## [WHAT THE TASK REQUIRES]
Output the records exactly. Include every line.

::: DATA PROVIDED :::

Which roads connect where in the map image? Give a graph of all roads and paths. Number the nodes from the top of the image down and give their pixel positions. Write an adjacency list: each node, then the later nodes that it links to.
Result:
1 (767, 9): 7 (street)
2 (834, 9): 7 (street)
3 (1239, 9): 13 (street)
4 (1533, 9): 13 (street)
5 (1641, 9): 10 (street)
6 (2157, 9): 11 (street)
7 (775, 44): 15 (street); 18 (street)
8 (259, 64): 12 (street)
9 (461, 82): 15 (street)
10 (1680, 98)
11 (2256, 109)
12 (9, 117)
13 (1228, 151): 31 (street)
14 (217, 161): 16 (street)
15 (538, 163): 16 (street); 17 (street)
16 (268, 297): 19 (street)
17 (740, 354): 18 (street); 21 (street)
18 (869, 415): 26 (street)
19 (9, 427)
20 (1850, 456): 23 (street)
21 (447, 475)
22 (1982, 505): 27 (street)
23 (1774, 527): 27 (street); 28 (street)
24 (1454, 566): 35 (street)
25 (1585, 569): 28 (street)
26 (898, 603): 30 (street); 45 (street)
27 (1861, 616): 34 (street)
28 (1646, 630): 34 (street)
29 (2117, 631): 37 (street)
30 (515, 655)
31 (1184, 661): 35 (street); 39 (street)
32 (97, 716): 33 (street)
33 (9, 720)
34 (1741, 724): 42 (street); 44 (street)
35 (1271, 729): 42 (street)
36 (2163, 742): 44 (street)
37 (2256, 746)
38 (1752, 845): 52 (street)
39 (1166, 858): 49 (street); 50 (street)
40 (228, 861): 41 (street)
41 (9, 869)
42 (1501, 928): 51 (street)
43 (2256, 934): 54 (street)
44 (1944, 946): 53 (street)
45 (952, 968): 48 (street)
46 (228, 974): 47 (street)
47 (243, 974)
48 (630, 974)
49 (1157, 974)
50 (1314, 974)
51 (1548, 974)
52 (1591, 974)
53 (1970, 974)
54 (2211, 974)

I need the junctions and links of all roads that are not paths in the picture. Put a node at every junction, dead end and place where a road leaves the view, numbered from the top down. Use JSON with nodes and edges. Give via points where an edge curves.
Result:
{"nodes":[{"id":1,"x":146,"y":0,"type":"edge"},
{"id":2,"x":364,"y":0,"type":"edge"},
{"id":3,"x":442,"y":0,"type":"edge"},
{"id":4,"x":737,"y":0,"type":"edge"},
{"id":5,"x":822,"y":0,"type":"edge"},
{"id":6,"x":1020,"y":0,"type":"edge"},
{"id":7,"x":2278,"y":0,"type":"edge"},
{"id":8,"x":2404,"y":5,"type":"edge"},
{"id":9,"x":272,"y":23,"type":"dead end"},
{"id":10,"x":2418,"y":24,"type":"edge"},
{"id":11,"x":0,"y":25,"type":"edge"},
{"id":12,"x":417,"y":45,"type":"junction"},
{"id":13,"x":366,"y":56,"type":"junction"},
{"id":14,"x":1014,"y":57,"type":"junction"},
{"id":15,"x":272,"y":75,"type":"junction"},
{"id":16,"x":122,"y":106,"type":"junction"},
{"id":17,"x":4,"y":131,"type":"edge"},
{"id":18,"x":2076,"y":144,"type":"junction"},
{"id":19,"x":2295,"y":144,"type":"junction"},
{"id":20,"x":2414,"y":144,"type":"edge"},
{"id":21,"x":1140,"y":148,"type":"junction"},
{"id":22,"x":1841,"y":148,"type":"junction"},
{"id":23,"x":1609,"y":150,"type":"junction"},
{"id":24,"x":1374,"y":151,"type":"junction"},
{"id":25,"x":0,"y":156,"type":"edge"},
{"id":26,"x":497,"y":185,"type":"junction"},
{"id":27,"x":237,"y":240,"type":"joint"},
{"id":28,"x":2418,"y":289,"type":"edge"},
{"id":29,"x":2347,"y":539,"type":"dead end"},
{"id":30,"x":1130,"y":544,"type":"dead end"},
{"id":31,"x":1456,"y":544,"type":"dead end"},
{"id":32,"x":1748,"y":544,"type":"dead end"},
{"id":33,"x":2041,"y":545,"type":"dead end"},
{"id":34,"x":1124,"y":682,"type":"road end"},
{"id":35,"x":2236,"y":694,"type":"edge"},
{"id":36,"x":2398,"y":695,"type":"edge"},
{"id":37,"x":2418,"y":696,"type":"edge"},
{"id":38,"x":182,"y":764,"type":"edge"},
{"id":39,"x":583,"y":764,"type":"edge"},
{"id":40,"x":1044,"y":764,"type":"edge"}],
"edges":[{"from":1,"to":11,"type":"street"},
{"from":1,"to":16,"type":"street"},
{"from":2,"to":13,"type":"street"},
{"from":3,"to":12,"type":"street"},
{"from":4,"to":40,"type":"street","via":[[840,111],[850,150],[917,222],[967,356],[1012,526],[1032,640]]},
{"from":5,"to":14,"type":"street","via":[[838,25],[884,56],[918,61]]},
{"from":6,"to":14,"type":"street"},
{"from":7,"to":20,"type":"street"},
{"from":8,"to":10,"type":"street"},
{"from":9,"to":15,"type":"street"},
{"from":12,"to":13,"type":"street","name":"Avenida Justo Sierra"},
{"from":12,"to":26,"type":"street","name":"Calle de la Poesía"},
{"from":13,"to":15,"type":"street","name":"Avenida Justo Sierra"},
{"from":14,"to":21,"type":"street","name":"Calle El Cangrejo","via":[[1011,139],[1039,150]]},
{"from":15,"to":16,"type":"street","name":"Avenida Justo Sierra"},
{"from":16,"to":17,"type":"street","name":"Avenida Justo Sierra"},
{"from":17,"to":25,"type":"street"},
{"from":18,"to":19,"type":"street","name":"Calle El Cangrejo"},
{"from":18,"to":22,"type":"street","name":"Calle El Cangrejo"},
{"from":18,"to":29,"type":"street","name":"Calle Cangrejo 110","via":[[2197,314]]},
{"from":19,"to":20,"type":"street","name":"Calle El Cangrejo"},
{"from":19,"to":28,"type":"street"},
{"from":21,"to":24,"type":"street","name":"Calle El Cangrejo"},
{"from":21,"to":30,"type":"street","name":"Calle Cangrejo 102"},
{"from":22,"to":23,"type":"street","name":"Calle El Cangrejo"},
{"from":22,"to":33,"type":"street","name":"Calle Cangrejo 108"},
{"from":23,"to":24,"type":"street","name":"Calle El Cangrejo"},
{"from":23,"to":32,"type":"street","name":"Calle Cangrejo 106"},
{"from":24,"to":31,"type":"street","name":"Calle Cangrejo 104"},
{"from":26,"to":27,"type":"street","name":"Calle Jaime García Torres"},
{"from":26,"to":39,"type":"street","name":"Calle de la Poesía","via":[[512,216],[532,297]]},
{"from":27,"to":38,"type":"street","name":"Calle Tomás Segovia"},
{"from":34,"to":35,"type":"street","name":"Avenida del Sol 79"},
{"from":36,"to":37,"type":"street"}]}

:::

## [FINISHED TASK]
Which roads connect where in the map image? Give a graph of all roads and paths. Number the nodes from the top of the image down and give their pixel positions. Write an adjacency list: each node, then the later nodes that it links to.
Result:
1 (767, 9): 7 (street)
2 (834, 9): 7 (street)
3 (1239, 9): 13 (street)
4 (1533, 9): 13 (street)
5 (1641, 9): 10 (street)
6 (2157, 9): 11 (street)
7 (775, 44): 15 (street); 18 (street)
8 (259, 64): 12 (street)
9 (461, 82): 15 (street)
10 (1680, 98)
11 (2256, 109)
12 (9, 117)
13 (1228, 151): 31 (street)
14 (217, 161): 16 (street)
15 (538, 163): 16 (street); 17 (street)
16 (268, 297): 19 (street)
17 (740, 354): 18 (street); 21 (street)
18 (869, 415): 26 (street)
19 (9, 427)
20 (1850, 456): 23 (street)
21 (447, 475)
22 (1982, 505): 27 (street)
23 (1774, 527): 27 (street); 28 (street)
24 (1454, 566): 35 (street)
25 (1585, 569): 28 (street)
26 (898, 603): 30 (street); 45 (street)
27 (1861, 616): 34 (street)
28 (1646, 630): 34 (street)
29 (2117, 631): 37 (street)
30 (515, 655)
31 (1184, 661): 35 (street); 39 (street)
32 (97, 716): 33 (street)
33 (9, 720)
34 (1741, 724): 42 (street); 44 (street)
35 (1271, 729): 42 (street)
36 (2163, 742): 44 (street)
37 (2256, 746)
38 (1752, 845): 52 (street)
39 (1166, 858): 49 (street); 50 (street)
40 (228, 861): 41 (street)
41 (9, 869)
42 (1501, 928): 51 (street)
43 (2256, 934): 54 (street)
44 (1944, 946): 53 (street)
45 (952, 968): 48 (street)
46 (228, 974): 47 (street)
47 (243, 974)
48 (630, 974)
49 (1157, 974)
50 (1314, 974)
51 (1548, 974)
52 (1591, 974)
53 (1970, 974)
54 (2211, 974)

I need the junctions and links of all roads that are not paths in the picture. Put a node at every junction, dead end and place where a road leaves the view, numbered from the top down. Use JSON with nodes and edges. Give via points where an edge curves.
Result:
{"nodes":[{"id":1,"x":146,"y":0,"type":"edge"},
{"id":2,"x":364,"y":0,"type":"edge"},
{"id":3,"x":442,"y":0,"type":"edge"},
{"id":4,"x":737,"y":0,"type":"edge"},
{"id":5,"x":822,"y":0,"type":"edge"},
{"id":6,"x":1020,"y":0,"type":"edge"},
{"id":7,"x":2278,"y":0,"type":"edge"},
{"id":8,"x":2404,"y":5,"type":"edge"},
{"id":9,"x":272,"y":23,"type":"dead end"},
{"id":10,"x":2418,"y":24,"type":"edge"},
{"id":11,"x":0,"y":25,"type":"edge"},
{"id":12,"x":417,"y":45,"type":"junction"},
{"id":13,"x":366,"y":56,"type":"junction"},
{"id":14,"x":1014,"y":57,"type":"junction"},
{"id":15,"x":272,"y":75,"type":"junction"},
{"id":16,"x":122,"y":106,"type":"junction"},
{"id":17,"x":4,"y":131,"type":"edge"},
{"id":18,"x":2076,"y":144,"type":"junction"},
{"id":19,"x":2295,"y":144,"type":"junction"},
{"id":20,"x":2414,"y":144,"type":"edge"},
{"id":21,"x":1140,"y":148,"type":"junction"},
{"id":22,"x":1841,"y":148,"type":"junction"},
{"id":23,"x":1609,"y":150,"type":"junction"},
{"id":24,"x":1374,"y":151,"type":"junction"},
{"id":25,"x":0,"y":156,"type":"edge"},
{"id":26,"x":497,"y":185,"type":"junction"},
{"id":27,"x":237,"y":240,"type":"joint"},
{"id":28,"x":2418,"y":289,"type":"edge"},
{"id":29,"x":2347,"y":539,"type":"dead end"},
{"id":30,"x":1130,"y":544,"type":"dead end"},
{"id":31,"x":1456,"y":544,"type":"dead end"},
{"id":32,"x":1748,"y":544,"type":"dead end"},
{"id":33,"x":2041,"y":545,"type":"dead end"},
{"id":34,"x":1124,"y":682,"type":"road end"},
{"id":35,"x":2236,"y":694,"type":"edge"},
{"id":36,"x":2398,"y":695,"type":"edge"},
{"id":37,"x":2418,"y":696,"type":"edge"},
{"id":38,"x":182,"y":764,"type":"edge"},
{"id":39,"x":583,"y":764,"type":"edge"},
{"id":40,"x":1044,"y":764,"type":"edge"}],
"edges":[{"from":1,"to":11,"type":"street"},
{"from":1,"to":16,"type":"street"},
{"from":2,"to":13,"type":"street"},
{"from":3,"to":12,"type":"street"},
{"from":4,"to":40,"type":"street","via":[[840,111],[850,150],[917,222],[967,356],[1012,526],[1032,640]]},
{"from":5,"to":14,"type":"street","via":[[838,25],[884,56],[918,61]]},
{"from":6,"to":14,"type":"street"},
{"from":7,"to":20,"type":"street"},
{"from":8,"to":10,"type":"street"},
{"from":9,"to":15,"type":"street"},
{"from":12,"to":13,"type":"street","name":"Avenida Justo Sierra"},
{"from":12,"to":26,"type":"street","name":"Calle de la Poesía"},
{"from":13,"to":15,"type":"street","name":"Avenida Justo Sierra"},
{"from":14,"to":21,"type":"street","name":"Calle El Cangrejo","via":[[1011,139],[1039,150]]},
{"from":15,"to":16,"type":"street","name":"Avenida Justo Sierra"},
{"from":16,"to":17,"type":"street","name":"Avenida Justo Sierra"},
{"from":17,"to":25,"type":"street"},
{"from":18,"to":19,"type":"street","name":"Calle El Cangrejo"},
{"from":18,"to":22,"type":"street","name":"Calle El Cangrejo"},
{"from":18,"to":29,"type":"street","name":"Calle Cangrejo 110","via":[[2197,314]]},
{"from":19,"to":20,"type":"street","name":"Calle El Cangrejo"},
{"from":19,"to":28,"type":"street"},
{"from":21,"to":24,"type":"street","name":"Calle El Cangrejo"},
{"from":21,"to":30,"type":"street","name":"Calle Cangrejo 102"},
{"from":22,"to":23,"type":"street","name":"Calle El Cangrejo"},
{"from":22,"to":33,"type":"street","name":"Calle Cangrejo 108"},
{"from":23,"to":24,"type":"street","name":"Calle El Cangrejo"},
{"from":23,"to":32,"type":"street","name":"Calle Cangrejo 106"},
{"from":24,"to":31,"type":"street","name":"Calle Cangrejo 104"},
{"from":26,"to":27,"type":"street","name":"Calle Jaime García Torres"},
{"from":26,"to":39,"type":"street","name":"Calle de la Poesía","via":[[512,216],[532,297]]},
{"from":27,"to":38,"type":"street","name":"Calle Tomás Segovia"},
{"from":34,"to":35,"type":"street","name":"Avenida del Sol 79"},
{"from":36,"to":37,"type":"street"}]}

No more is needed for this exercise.